Other extensions such as parallel reduce complexity by forcing the use of autoloaders to reload classes on new threads instead of copying them, but this imposes some limitations, since not all stuff can be autoloaded (e.g. anonymous classes). In addition, it still needs to be able to copy functions (since its unit of work is a closure).
To make matters worse, these internal data structures are subject to change from one PHP version to the next, meaning that this code often breaks, and is the main obstacle to upgrading PHP version in projects like PocketMine-MP.
ZTS (Zend Thread Safety)
The Zend Engine at the heart of the PHP interpreter provides two modes of operation.
NTS (Non Thread Safe) makes up the vast majority of PHP installations.

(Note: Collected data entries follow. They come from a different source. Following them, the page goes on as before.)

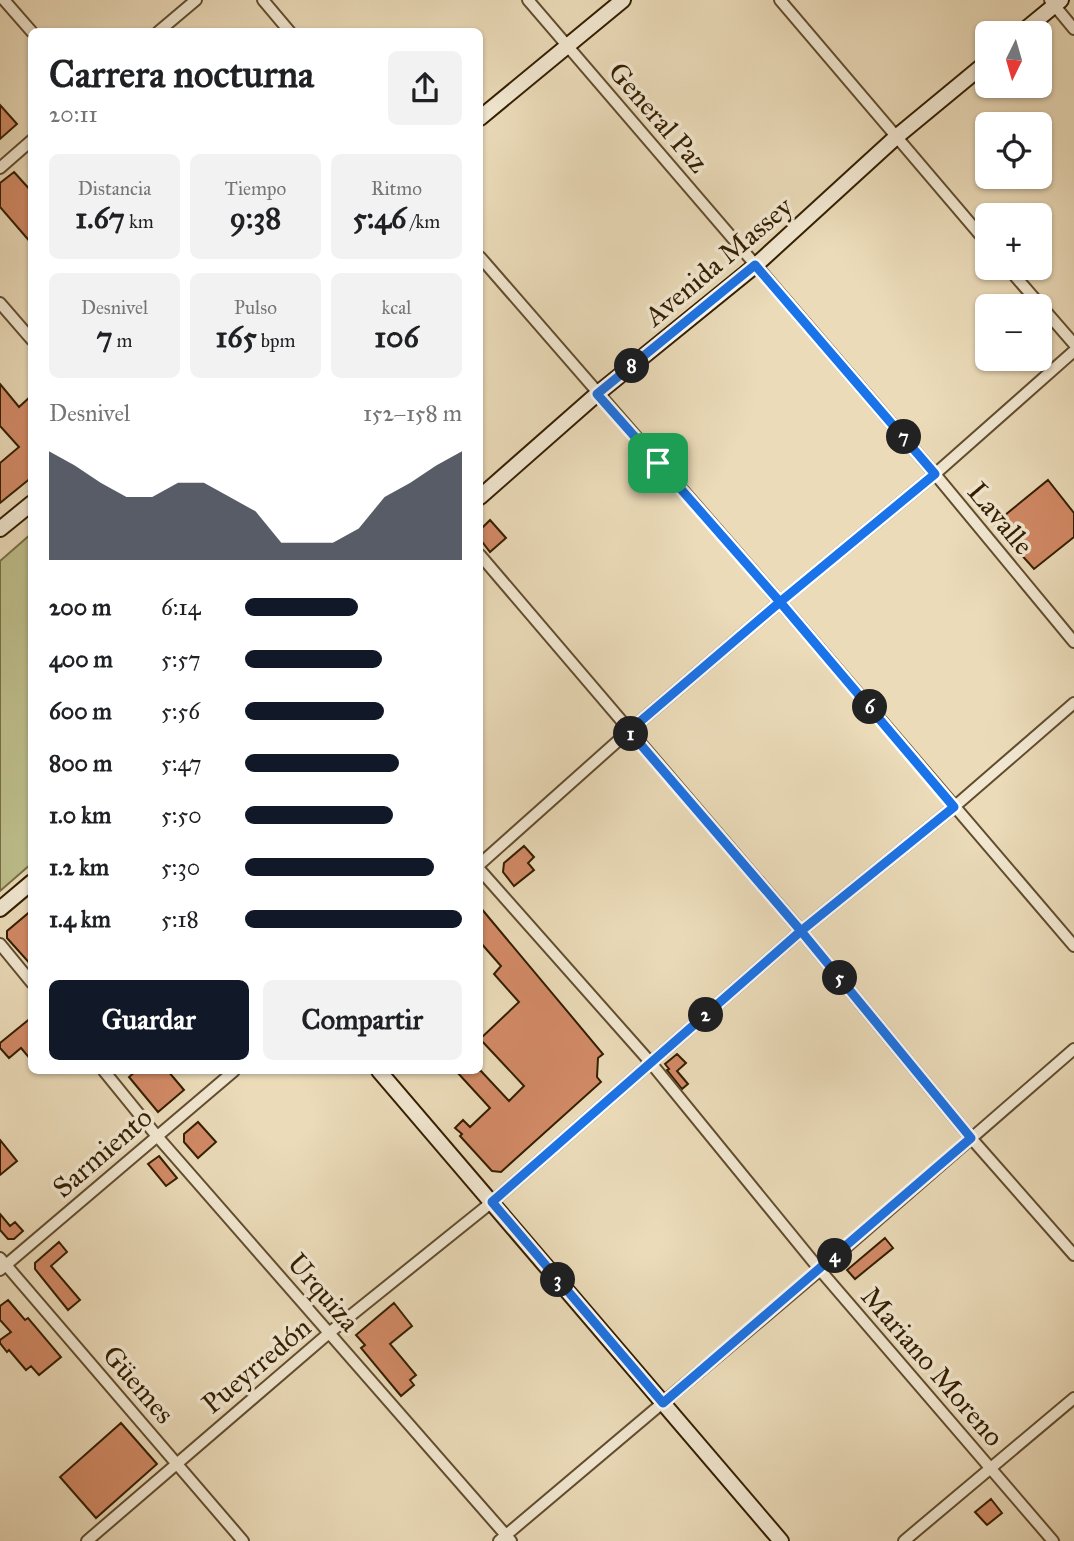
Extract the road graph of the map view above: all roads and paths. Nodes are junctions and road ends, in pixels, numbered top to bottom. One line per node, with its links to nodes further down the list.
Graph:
1 (4, 0): 9 (street)
2 (196, 0): 10 (street)
3 (263, 0): 11 (street)
4 (528, 0): 13 (street, General Paz)
5 (623, 0): 13 (main road)
6 (780, 0): 16 (street)
7 (1055, 2): 8 (main road); 12 (street)
8 (1034, 21)
9 (28, 28)
10 (163, 28)
11 (287, 28)
12 (1074, 29)
13 (568, 46): 15 (main road); 21 (street, General Paz)
14 (975, 72): 16 (main road, Avenida Massey)
15 (483, 116)
16 (895, 138): 19 (street); 21 (main road, Avenida Massey)
17 (28, 144): 18 (street)
18 (0, 168)
19 (975, 229)
20 (483, 261): 27 (street)
21 (755, 265): 27 (main road, Avenida Massey); 28 (street, Lavalle)
22 (1018, 280): 25 (street)
23 (0, 303): 24 (street)
24 (28, 335)
25 (1074, 344)
26 (1074, 351): 28 (street)
27 (597, 394): 29 (main road, Avenida Massey); 33 (street)
28 (935, 474): 33 (street); 34 (street, Lavalle)
29 (483, 494)
30 (28, 506): 31 (main road)
31 (0, 529)
32 (483, 559): 36 (street)
33 (780, 602): 36 (street); 37 (street)
34 (1074, 642)
35 (1074, 703): 37 (street, Pueyrredón)
36 (629, 731): 38 (street); 42 (street)
37 (954, 807): 42 (street, Pueyrredón); 44 (street)
38 (483, 861)
39 (483, 873): 47 (street, Mariano Moreno)
40 (28, 885): 41 (main road)
41 (0, 909)
42 (801, 931): 47 (street, Pueyrredón); 52 (street)
43 (0, 944): 45 (street)
44 (1074, 946)
45 (28, 978)
46 (1074, 1049): 52 (street)
47 (651, 1063): 53 (street, Pueyrredón); 56 (street, Mariano Moreno)
48 (106, 1074): 51 (street, Urquiza)
49 (229, 1074): 51 (street, Sarmiento)
50 (382, 1074): 53 (main road)
51 (156, 1135): 55 (street, Sarmiento); 57 (street, Urquiza)
52 (971, 1138): 54 (street); 56 (street)
53 (492, 1202): 57 (street, Pueyrredón); 59 (main road)
54 (1074, 1255)
55 (2, 1264): 60 (street, Güemes)
56 (820, 1270): 59 (street); 61 (street, Mariano Moreno)
57 (329, 1333): 60 (street, Pueyrredón); 62 (street, Urquiza)
58 (1074, 1398): 61 (street)
59 (663, 1403): 62 (street); 65 (main road)
60 (177, 1463): 63 (street, Pueyrredón); 64 (street, Güemes)
61 (992, 1469): 66 (street); 67 (street, Mariano Moreno)
62 (505, 1539)
63 (87, 1541)
64 (243, 1541)
65 (781, 1541)
66 (904, 1541)
67 (1053, 1541)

In this mode, there may only be one interpreter context in a process. Thread safety is not usually needed in a typical PHP use-case, since a webserver just spins up a new PHP process for each request.
ZTS (Zend Thread Safe) is used to allow each webserver request to run in a new thread of the same process, rather than in a separate process. Each thread has its own independent interpreter context. This mode is typically used on Windows, where fork(2) is not available.

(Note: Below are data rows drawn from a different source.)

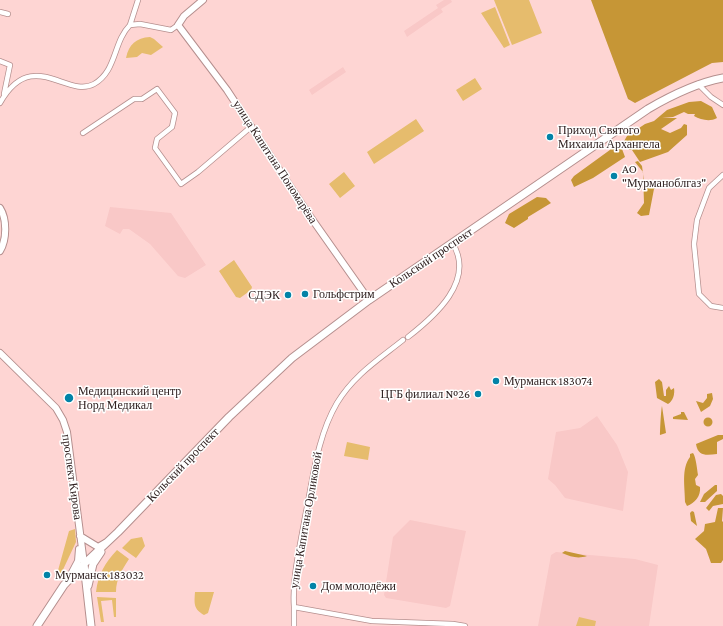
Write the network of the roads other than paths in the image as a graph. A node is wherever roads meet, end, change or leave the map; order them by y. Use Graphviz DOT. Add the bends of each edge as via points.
graph roads {
  1 [pos="138,0"];
  2 [pos="203,0"];
  3 [pos="0,12"];
  4 [pos="8,14"];
  5 [pos="132,23"];
  6 [pos="178,25"];
  7 [pos="0,62"];
  8 [pos="723,78"];
  9 [pos="698,84"];
  10 [pos="4,96"];
  11 [pos="0,103"];
  12 [pos="723,105"];
  13 [pos="252,126"];
  14 [pos="83,133"];
  15 [pos="723,175"];
  16 [pos="0,208"];
  17 [pos="453,244"];
  18 [pos="0,251"];
  19 [pos="370,300"];
  20 [pos="723,308"];
  21 [pos="408,337"];
  22 [pos="403,340"];
  23 [pos="0,353"];
  24 [pos="80,536"];
  25 [pos="110,540"];
  26 [pos="84,564"];
  27 [pos="64,585"];
  28 [pos="86,592"];
  29 [pos="294,608"];
  30 [pos="37,626"];
  31 [pos="91,626"];
  32 [pos="294,626"];
  33 [pos="465,626"];
  1 -- 5 [label="street"];
  2 -- 6 [label="street" via="184,16"];
  3 -- 4 [label="street"];
  5 -- 6 [label="street" via="171,30"];
  5 -- 10 [label="street" via="125,32 110,68 93,84 80,87 39,75 18,83"];
  6 -- 13 [label="street, улица Капитана Пономарёва"];
  7 -- 10 [label="street" via="10,65"];
  8 -- 9 [label="main road, Кольский проспект"];
  9 -- 12 [label="street" via="710,97"];
  9 -- 17 [label="main road, Кольский проспект" via="648,109"];
  10 -- 11 [label="street"];
  13 -- 14 [label="street" via="181,184 155,148 156,139 172,127 175,113 157,89 142,99 134,99"];
  13 -- 19 [label="street, улица Капитана Пономарёва" via="307,212"];
  15 -- 20 [label="street" via="709,188 697,220 694,244 699,294 711,306"];
  16 -- 18 [label="street" via="5,214 5,233"];
  17 -- 19 [label="main road, Кольский проспект"];
  17 -- 21 [label="street" via="460,264 449,298 439,311"];
  19 -- 25 [label="main road, Кольский проспект" via="298,354 262,386"];
  22 -- 29 [label="street, улица Капитана Орликовой" via="366,367 337,403 326,425 316,458 303,529 293,591"];
  23 -- 24 [label="street, проспект Кирова" via="56,408 63,420 67,432"];
  24 -- 25 [label="street" via="98,547"];
  24 -- 26 [label="street, проспект Кирова"];
  24 -- 27 [label="street" via="78,561"];
  25 -- 26 [label="main road, Кольский проспект"];
  25 -- 28 [label="main road" via="93,564"];
  26 -- 27 [label="main road, Кольский проспект"];
  26 -- 28 [label="main road, проспект Кирова"];
  27 -- 30 [label="main road, Кольский проспект"];
  28 -- 31 [label="main road, проспект Кирова"];
  29 -- 32 [label="street, улица Капитана Орликовой"];
  29 -- 33 [label="street" via="372,621"];
}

Neither of these modes is suitable for user threading. NTS is (obviously) not thread-safe, so accessing global state on different threads at the same time would lead to data races and possibly crashes.
ZTS is marginally less unsuitable. While ZTS enables running multiple independent threads of PHP code in the same process, it does so by making sure that each thread can’t access any state from other threads. This is great for webservers, where different requests shouldn’t be able to interfere with each other, but it’s a big obstacle for userland threading, where interaction between different threads is necessary.
Every threading extension made for PHP has built on top of the ZTS mode, and from there done an enormous amount of hacks to make different threads able to interact with each other, despite the limitations imposed by the Zend Engine.
Summary
Implementing threading properly into PHP would require a significant amount of changes to the PHP core. Due to the lack of significant community demand for user threading in PHP, it seems unlikely this will happen in the foreseeable future.
Therefore, threading in PHP will likely continue to be a fringe use case only provided by extensions, with all the limitations, hacks, headaches and performance issues that entails.